Reformas estruturais aumentarão a produtividade dos fatores econômicos e o PIB pode crescer. Ademais, temos de considerar que a atual baixa atividade da economia favorece a que o processo de retomada seja construído pela ocupação da ociosidade existente. Isso ajuda muito a que o cenário inicial não seja inflacionário.

As variáveis acima analisadas não são "um cenário ou previsão". Não há, com efeito, otimismo ou pessimismo embutido na descrição das variáveis. Apenas devemos reconhecer que (i) a área econômica de Bolsonaro acerta no diagnóstico e caminha para uma ação correta e (ii) as condições gerais da economia brasileira permitem melhoras no seu desempenho. Simples assim. Pode atrapalhar esse cenário o evidente slowdown das principais economias mundiais. Os mercados de ativos (ações, títulos de renda fixa, etc.) já sinalizam que haverá menos crédito e crescimento ao redor do mundo. O Brasil é parte (pouco relevante) da economia global, mas terá que conviver com isso.

A outra perna do dualismo do governo Bolsonaro evidencia que a coisa vai de mal a pior. Ninguém de boa-fé deve aceitar a premissa de que a corrupção ou malfeitos sejam bons para o país. Com efeito, combater o mau uso de recursos (públicos e privados) é tarefa legítima do ponto de vista da ordem jurídica e social e necessária do ponto de vista econômico. Todavia, esse combate não pode legitimar um ambiente de "caça às bruxas" ou de "moralismo" generalizado. O governo parece tentar informar a sociedade que há um complô generalizado armado dentro do Estado para assaltar os bens públicos. O que houve por certo, foram assaltos bem organizados e grandiosos por parte de uns grupelhos de empresários, políticos, funcionários públicos e assim por diante. Cabe puni-los dentro da lei. Há, ainda, que se guardar certa "reserva institucional" e não ficar espalhando pela mídia notícias de perseguição de natureza política, bem como, difamando pessoas de bem que, eventualmente, não pensam como os bolsonaristas. O PT já encabeçou esse tipo de perseguição, não precisaria o governo imitá-lo.

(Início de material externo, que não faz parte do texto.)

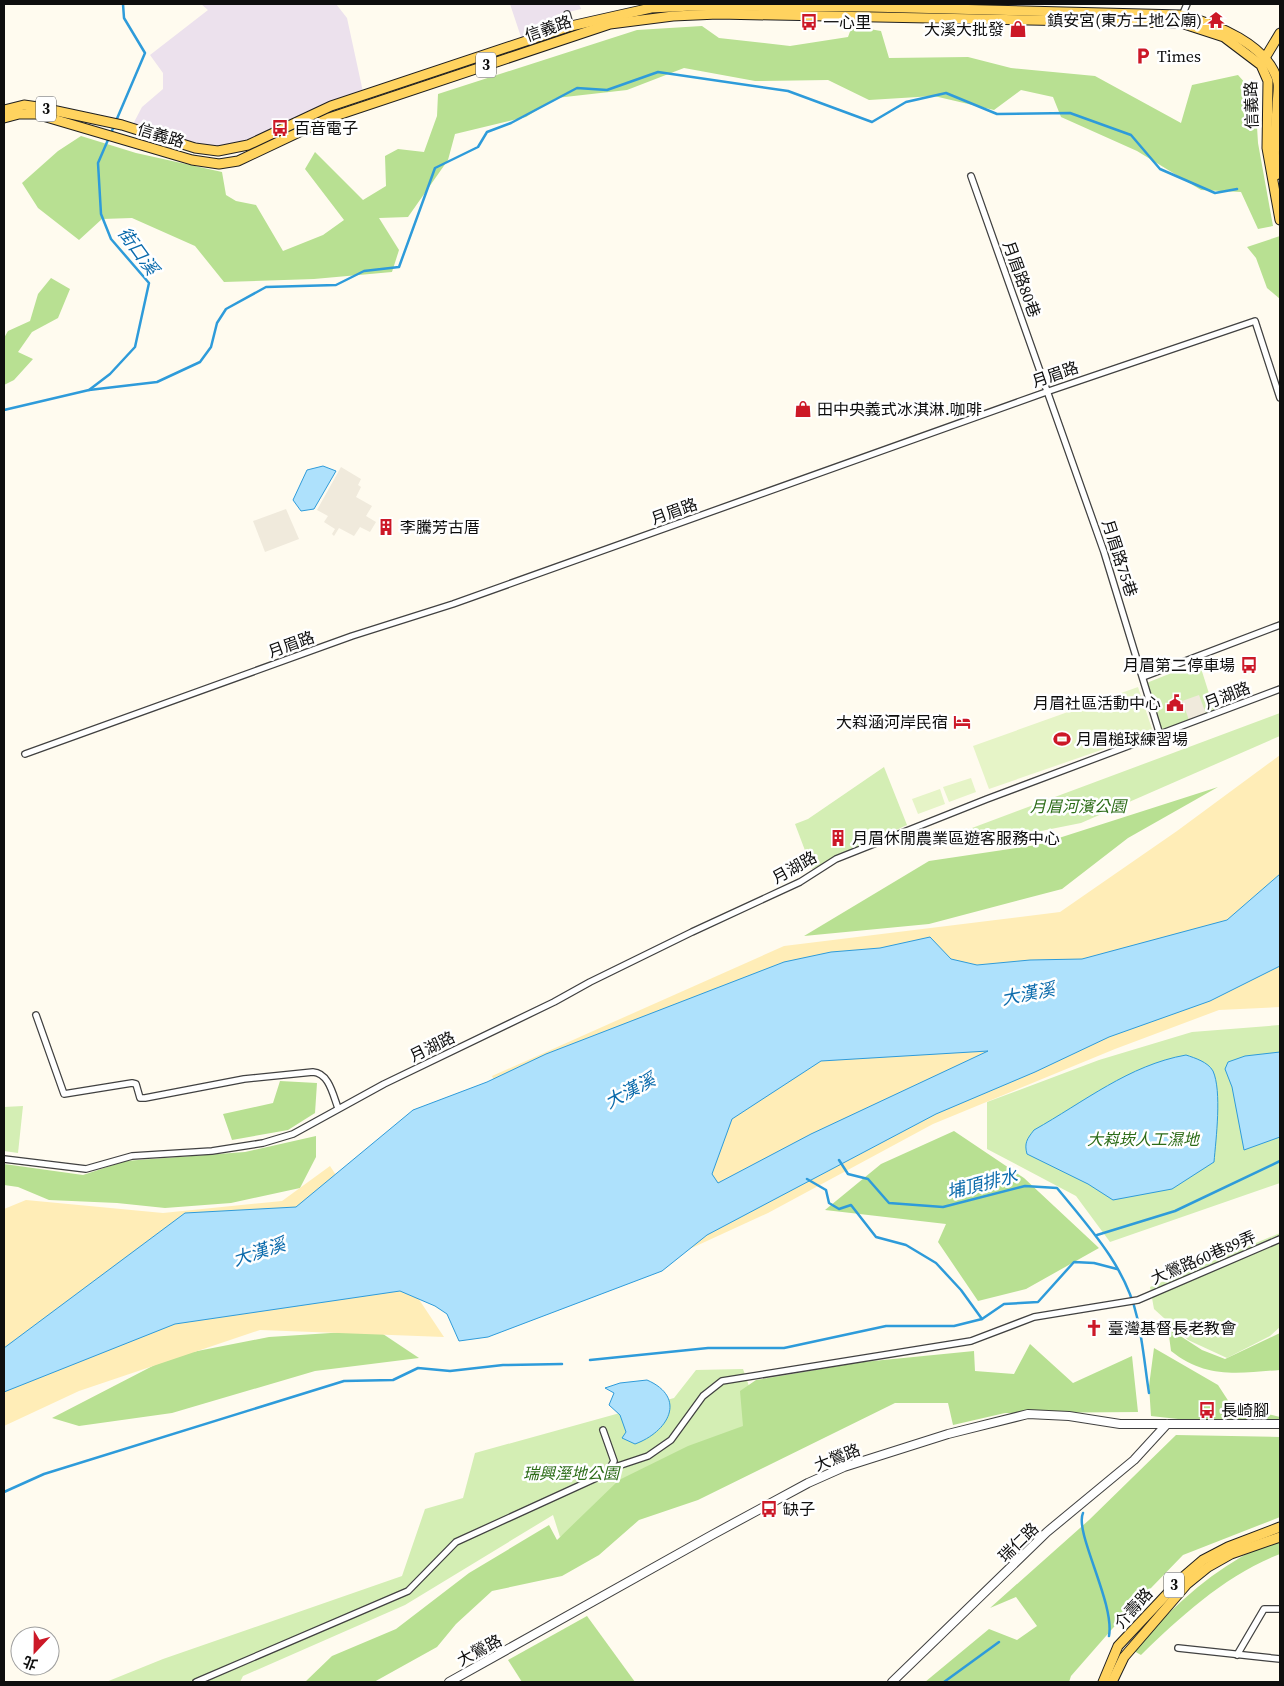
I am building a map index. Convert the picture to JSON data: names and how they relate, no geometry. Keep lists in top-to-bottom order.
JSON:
{
  "streets": {
    "main road": ["信義路", "3", "介壽路"],
    "street": [
      "月眉路80巷",
      "月眉路",
      "月眉路75巷",
      "月湖路",
      "大鶯路60巷89弄",
      "大鶯路",
      "瑞仁路"
    ]
  },
  "crossings": [
    ["信義路", "3"],
    ["月眉路80巷", "月眉路"],
    ["月眉路80巷", "月眉路75巷"],
    ["月眉路", "月眉路75巷"],
    ["月眉路75巷", "月湖路"],
    ["大鶯路", "瑞仁路"]
  ],
  "water": ["街口溪", "大漢溪", "埔頂排水"],
  "parks": ["月眉河濱公園", "大嵙崁人工濕地", "瑞興溼地公園"],
  "places": {
    "temple": ["鎮安宮(東方土地公廟)"],
    "bus stop": [
      "一心里",
      "百音電子",
      "月眉第二停車場",
      "長崎腳",
      "缺子"
    ],
    "shop": ["大溪大批發", "田中央義式冰淇淋.咖啡"],
    "parking": ["Times"],
    "building": ["李騰芳古厝", "月眉休閒農業區遊客服務中心"],
    "public building": ["月眉社區活動中心"],
    "hotel": ["大嵙涵河岸民宿"],
    "sports": ["月眉槌球練習場"],
    "church": ["臺灣基督長老教會"]
  },
  "north": "bottom"
}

Há também obscuras provocações absolutamente irresponsáveis nas áreas de meio-ambiente, educação, políticas sociais e direitos humanos. Aqui, parece que o governo prefere ficar com a doutrina e abandonar o exemplo, parafraseando o padre Antônio Vieira. Não cabe aqui relacionar as bobagens nada infantis praguejadas pelos ideólogos do governo. Vale dizer que essa prática não é "conservadorismo", é fascismo no sentido provocativo que deu a ex-secretária de Estado dos EUA Madeleine Albright: forma de manter o poder pela construção de ideias excludentes. Independe, portanto, da natureza política de determinado governo. Há os de esquerda e há os de direita. O discurso atual do governo mexe nas raízes do Estado Democrático de Direito.

Na área internacional a destruição é substancial. Do alinhamento automático aos EUA ao abandono de compromissos de Estado já assumidos estão ruindo todas os pilares da política externa do Brasil. A atuação de nosso chanceler envergonha o Brasil.